Atlas Shrugged, by Ayn Rand. Rand (1905-1982), a 1920s emigre from the Soviet Union, is perhaps most famous for her 1943 novel The Fountainhead (also made into a 1949 movie starring Gary Cooper and Patricia Neal). Atlas Shrugged, published in 1957, is considered her magnum opus; in over a thousand pages she lays out her strongly anti-collectivist and pro-laissez faire philosophy. Following publication of Atlas Shrugged Rand turned to non-fiction, promulgating and popularizing her philosophy (called Objectivism) with books, newsletters and speeches. For doctors who feel uneasy with the philosophical assumptions underlying socialized medicine, government regulations, HMOs and capitation, Rand's last and greatest novel will be a welcomed blast of fresh air.

Isaac Asimov Writer vs. Physician

The most prolific American author of all time originally applied to medical school. Isaac Asimov (1910-1992) was brilliant, no doubt about it. A Columbia graduate, he excelled in science and math. But as a precocious New York City teenager, he often did not make a good impression on people less talented. His father wanted him to be a medical doctor, but

". . . The more I thought of it, the more I realized I didn't want to be a doctor, any kind of doctor. I can't stand the sight of blood. I am queasy at any mention of wounds. I am unhappy at any description of illness. I realized that one grows hardened. I grew hardened to dissection when I took zoology in college, but I didn't want to have to go through that painful process again."*

Asimov was rejected by all five medical schools to which he applied while a junior in college. He re-applied the following year and was rejected again. Asimov believed he was rejected from some schools because the "quota for Jews was filled" and from other schools because

". . . I made an unfavorable impression on the interviewers. This was not done on purpose, mind you; I did my best to be charming and lovable, but that sort of thing simply wasn't in me; at least, not at that time in my life. . . I recovered [from the disappointment] and the passing of the years has only confirmed my notion that I would never have made it in medical school. I would have suffered the far greater humiliation of having to drop out, even if I had had all the money that was required, simply because I lacked the necessary ability and, even more, the suitable temperament."*


*From I Asimov, A Memoir, by Isaac Asimov, Bantam Books, New York, 1995; page 59. Quoted with permission.

Asimov went on to get a Ph.D. in Biochemistry at Columbia, and then landed a teaching position at Boston University. Most importantly, he continued his first love, writing science fiction and, later, non-fiction for the general public. By the time of his death in 1992 he had authored or compiled more than 470 books, and had long since become one of the top science fiction writers of all time (38 SF novels, plus hundreds of stories). His non-fiction spans the universe of knowledge, from astronomy to Shakespeare, from the Bible to a collection of (his own) limericks.

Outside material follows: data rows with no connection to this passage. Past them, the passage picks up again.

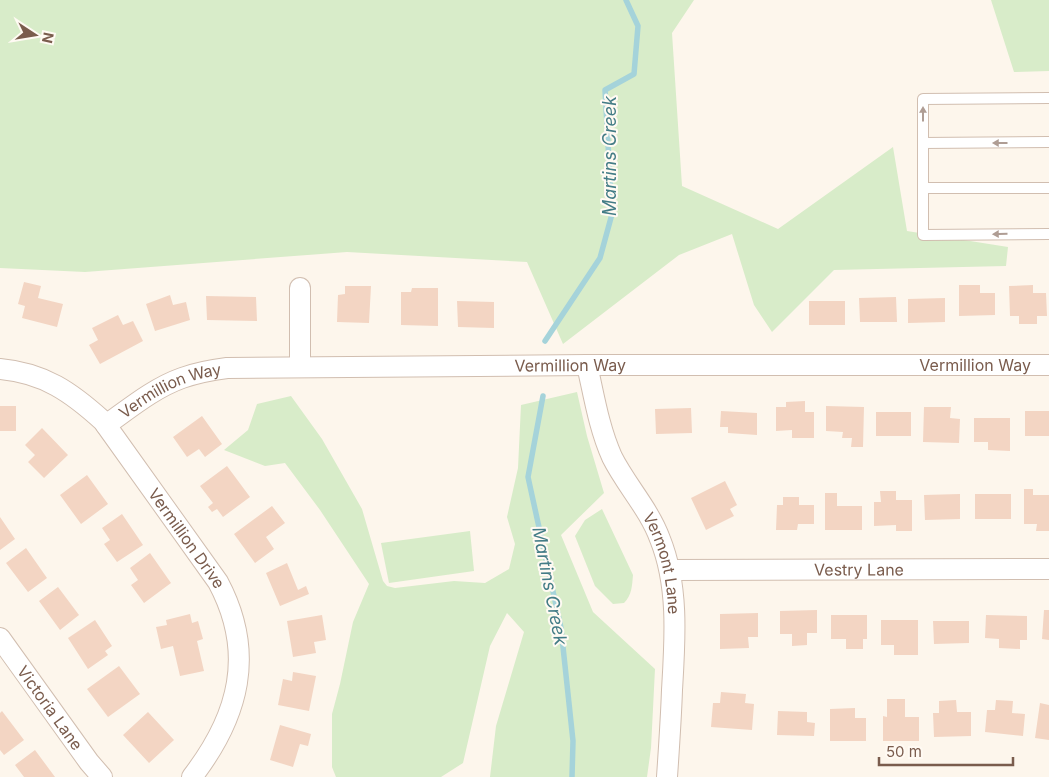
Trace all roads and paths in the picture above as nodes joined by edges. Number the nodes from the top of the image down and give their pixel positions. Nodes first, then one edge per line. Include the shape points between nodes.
1 (1049, 98) edge
2 (1049, 142) edge
3 (923, 143) junction
4 (923, 188) junction
5 (1049, 188) edge
6 (1049, 234) edge
7 (300, 288) dead end
8 (587, 365) junction
9 (1049, 365) edge
10 (300, 367) junction
11 (0, 369) edge
12 (106, 425) junction
13 (1049, 569) edge
14 (670, 570) junction
15 (0, 638) edge
16 (102, 777) edge
17 (192, 777) edge
18 (668, 777) edge

3 -> 1 lane via 923,99
2 -> 3 lane
3 - 4 lane
4 - 5 lane
6 -> 4 lane via 923,235
7 - 10 street
8 - 9 street, Vermillion Way
8 - 10 street, Vermillion Way
8 - 14 street, Vermont Lane via 602,430 612,456 651,520
10 - 12 street, Vermillion Way via 227,368 198,372 154,392
11 - 12 street, Vermillion Drive via 38,376 57,385 82,402
12 - 17 street, Vermillion Drive via 218,582 235,626 240,658 236,694 211,752
13 - 14 street, Vestry Lane
14 - 18 street, Vermont Lane via 674,649
15 - 16 street, Victoria Lane

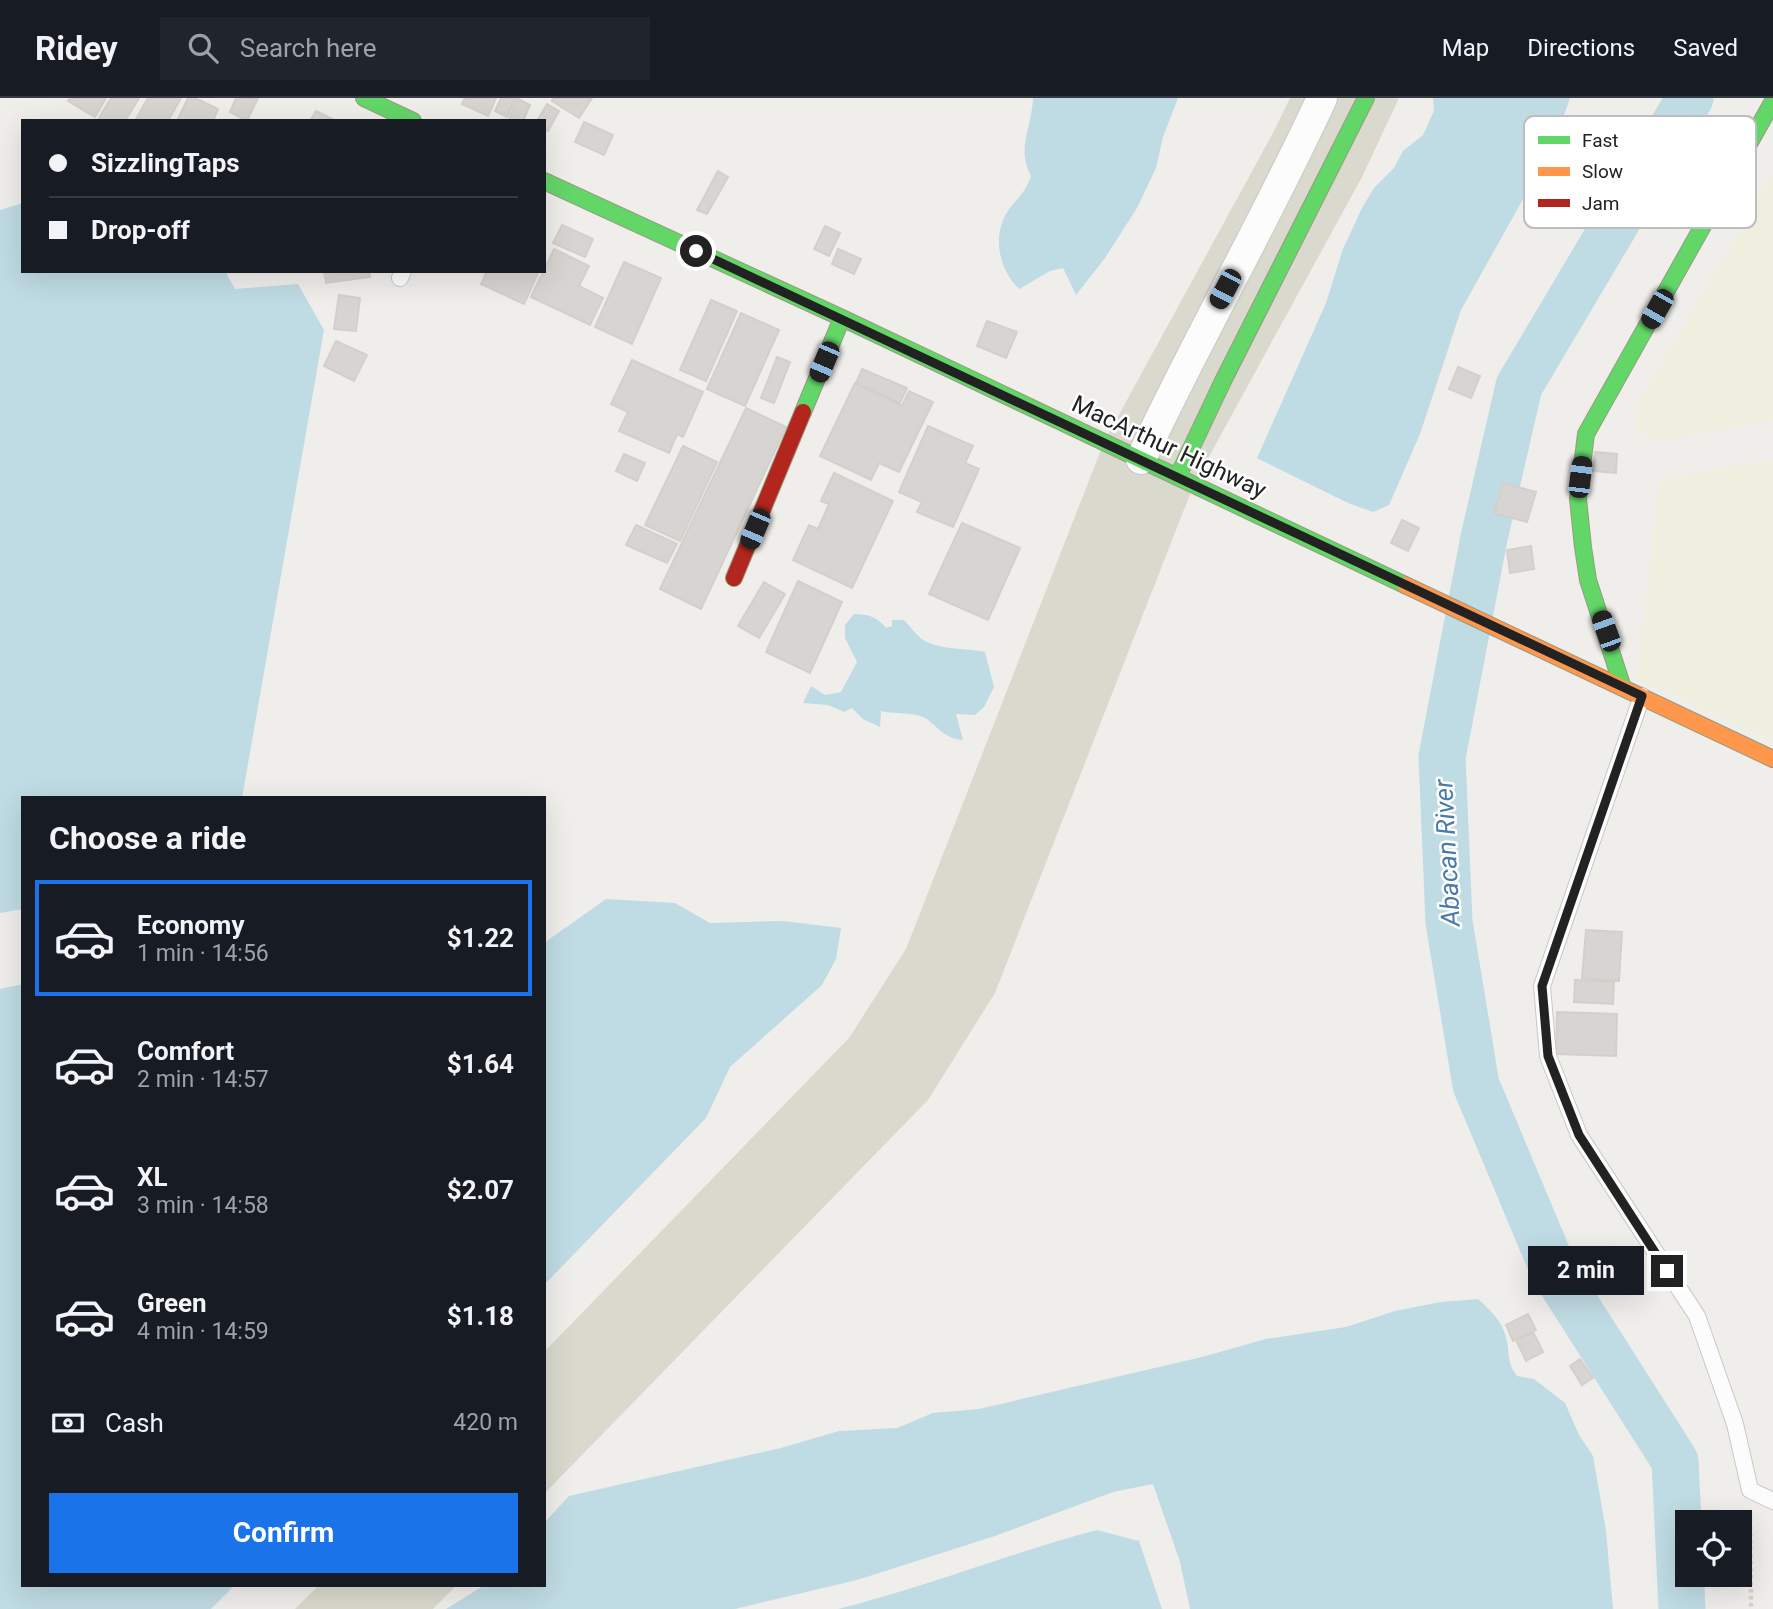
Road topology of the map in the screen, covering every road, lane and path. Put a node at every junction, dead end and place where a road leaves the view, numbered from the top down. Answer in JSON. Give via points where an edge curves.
{"nodes":[{"id":1,"x":364,"y":98,"type":"edge"},
{"id":2,"x":1322,"y":98,"type":"edge"},
{"id":3,"x":1366,"y":98,"type":"edge"},
{"id":4,"x":1773,"y":101,"type":"edge"},
{"id":5,"x":409,"y":119,"type":"edge"},
{"id":6,"x":1756,"y":131,"type":"edge"},
{"id":7,"x":546,"y":182,"type":"edge"},
{"id":8,"x":1702,"y":228,"type":"edge"},
{"id":9,"x":842,"y":318,"type":"junction"},
{"id":10,"x":1141,"y":459,"type":"junction"},
{"id":11,"x":1178,"y":476,"type":"junction"},
{"id":12,"x":734,"y":578,"type":"dead end"},
{"id":13,"x":1622,"y":685,"type":"junction"},
{"id":14,"x":1642,"y":696,"type":"junction"},
{"id":15,"x":1773,"y":759,"type":"edge"},
{"id":16,"x":1750,"y":1490,"type":"junction"},
{"id":17,"x":1773,"y":1501,"type":"edge"},
{"id":18,"x":1751,"y":1609,"type":"edge"}],
"edges":[{"from":1,"to":5,"type":"main road"},
{"from":2,"to":10,"type":"street"},
{"from":3,"to":11,"type":"main road","via":[[1211,401]]},
{"from":4,"to":6,"type":"main road"},
{"from":7,"to":9,"type":"main road","name":"MacArthur Highway"},
{"from":8,"to":13,"type":"main road","via":[[1586,434],[1578,499],[1583,547],[1588,580]]},
{"from":9,"to":10,"type":"main road","name":"MacArthur Highway"},
{"from":9,"to":12,"type":"main road"},
{"from":10,"to":11,"type":"main road","name":"MacArthur Highway"},
{"from":11,"to":13,"type":"main road","name":"MacArthur Highway"},
{"from":13,"to":14,"type":"main road","name":"MacArthur Highway"},
{"from":14,"to":15,"type":"main road","name":"MacArthur Highway"},
{"from":14,"to":16,"type":"lane","via":[[1542,986],[1548,1056],[1579,1135],[1697,1316],[1735,1424]]},
{"from":16,"to":17,"type":"lane"},
{"from":16,"to":18,"type":"path"}]}
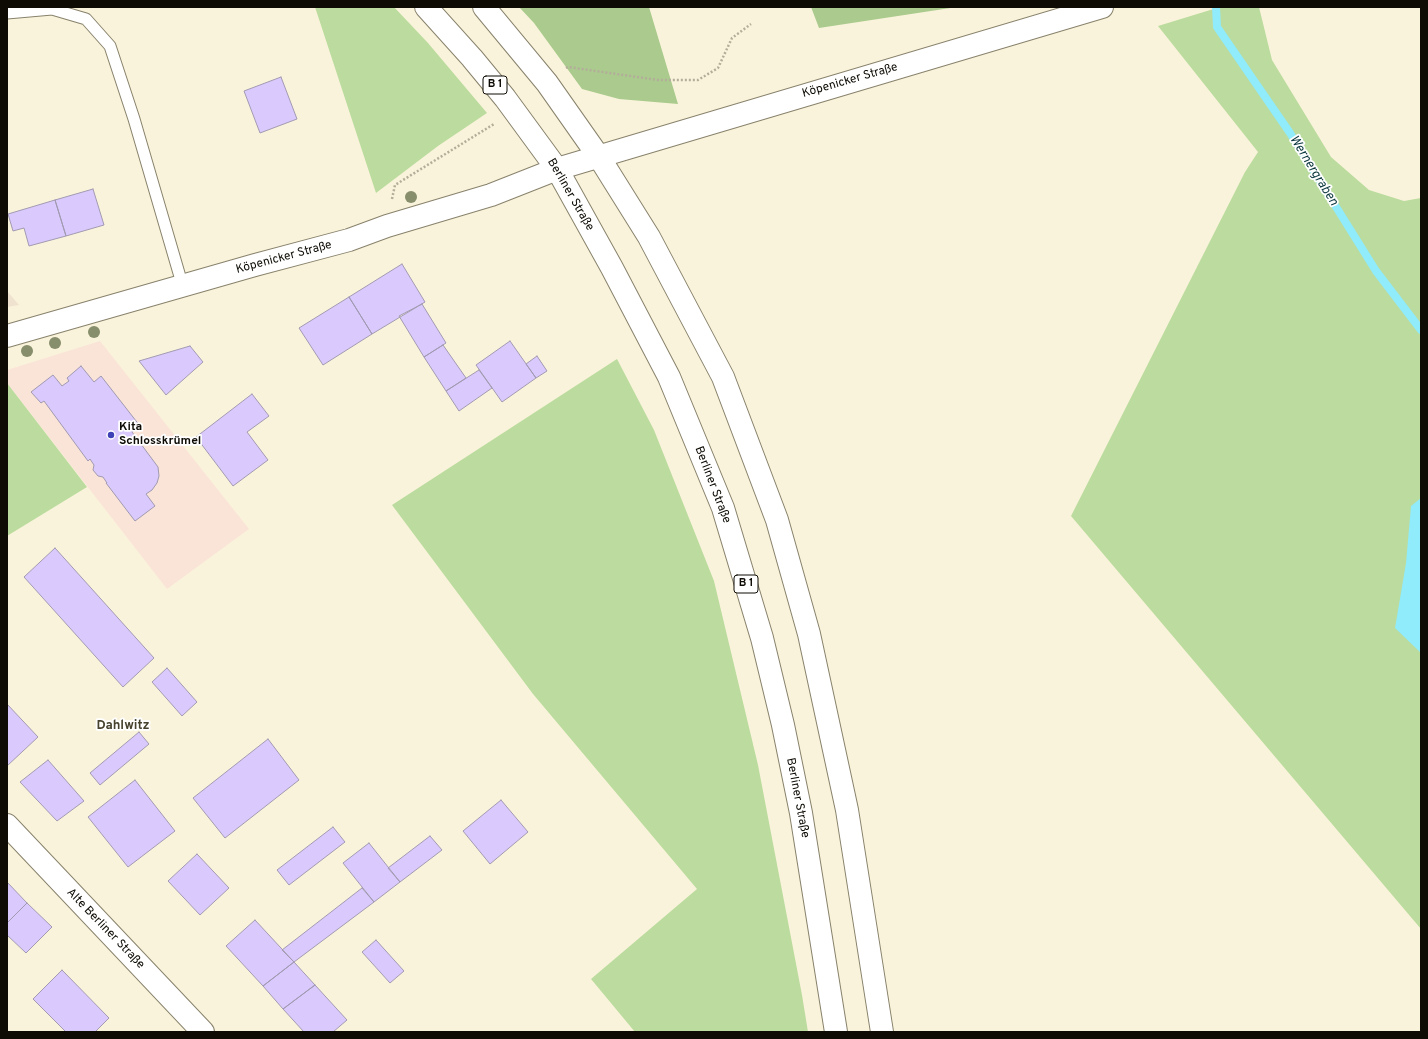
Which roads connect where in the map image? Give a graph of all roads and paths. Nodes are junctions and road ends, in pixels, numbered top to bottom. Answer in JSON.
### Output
{"nodes":[{"id":1,"x":426,"y":7,"type":"edge"},
{"id":2,"x":484,"y":7,"type":"edge"},
{"id":3,"x":1102,"y":7,"type":"edge"},
{"id":4,"x":7,"y":13,"type":"edge"},
{"id":5,"x":750,"y":24,"type":"dead end"},
{"id":6,"x":618,"y":74,"type":"dead end"},
{"id":7,"x":476,"y":135,"type":"dead end"},
{"id":8,"x":598,"y":157,"type":"junction"},
{"id":9,"x":557,"y":169,"type":"junction"},
{"id":10,"x":387,"y":226,"type":"junction"},
{"id":11,"x":183,"y":286,"type":"junction"},
{"id":12,"x":7,"y":336,"type":"edge"},
{"id":13,"x":7,"y":825,"type":"edge"},
{"id":14,"x":203,"y":1032,"type":"edge"},
{"id":15,"x":836,"y":1032,"type":"edge"},
{"id":16,"x":882,"y":1032,"type":"edge"}],
"edges":[{"from":1,"to":9,"type":"main road","name":"Berliner Straße","number":"B 1"},
{"from":2,"to":8,"type":"main road"},
{"from":3,"to":8,"type":"main road","name":"Köpenicker Straße"},
{"from":4,"to":11,"type":"lane"},
{"from":5,"to":6,"type":"path"},
{"from":7,"to":10,"type":"path"},
{"from":8,"to":9,"type":"main road","name":"Köpenicker Straße"},
{"from":8,"to":16,"type":"main road"},
{"from":9,"to":10,"type":"main road","name":"Köpenicker Straße"},
{"from":9,"to":15,"type":"main road","name":"Berliner Straße","number":"B 1"},
{"from":10,"to":11,"type":"main road","name":"Köpenicker Straße"},
{"from":11,"to":12,"type":"main road","name":"Köpenicker Straße"},
{"from":13,"to":14,"type":"main road","name":"Alte Berliner Straße"}]}
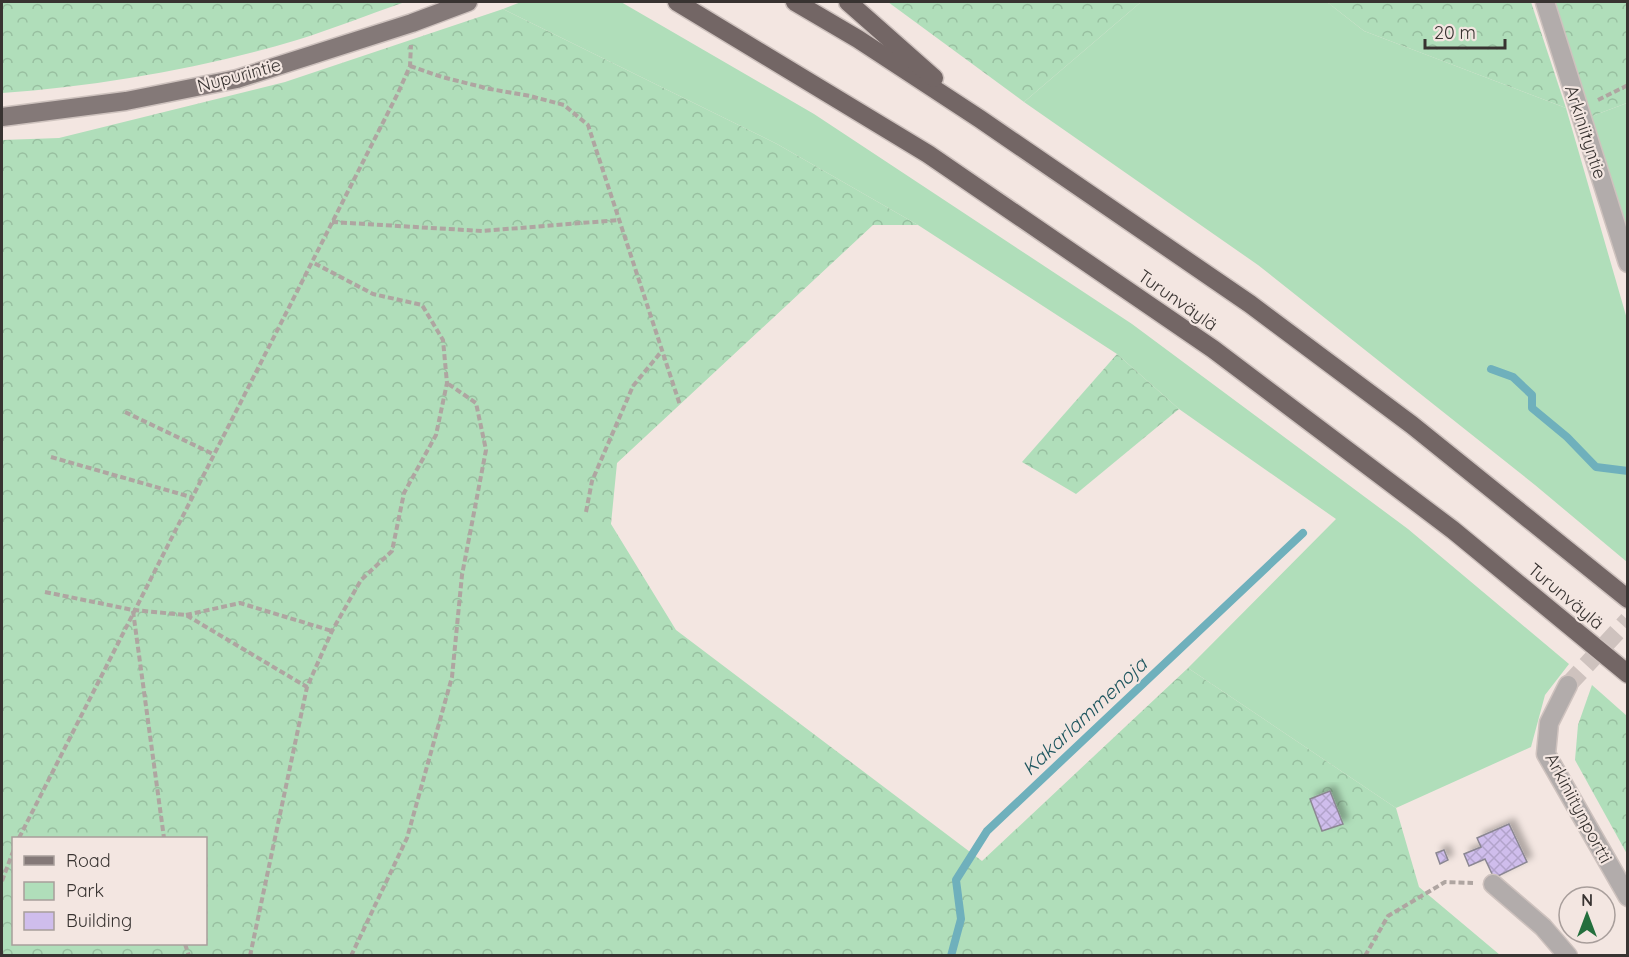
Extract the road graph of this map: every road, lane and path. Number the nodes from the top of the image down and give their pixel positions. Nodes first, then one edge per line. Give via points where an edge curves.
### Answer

Asimov will perhaps be most remembered for his science fiction novels, particularly the psycho-historical Foundation series, and also for his three laws of robotics. The robot laws first appeared in a series of science fiction stories published in the late 1940s, and collected in Asimov's 1950 anthology I, Robot (available in paperback from Bantam Books; highly recommended to anyone with an interest in science fiction).

In Asimov's stories robots often look, talk and react just like humans. If mankind ever does develop humanoid robots, surely they will have to be programmed with these three laws. How else to manage them?


1. A robot may not injure a human being or, through inaction, allow a human being to come to harm.

2. A robot must obey orders given it by human beings except where such orders would conflict with the First Law.

3. A robot must protect its own existence as long as such protection does not conflict with the First Law or Second Law.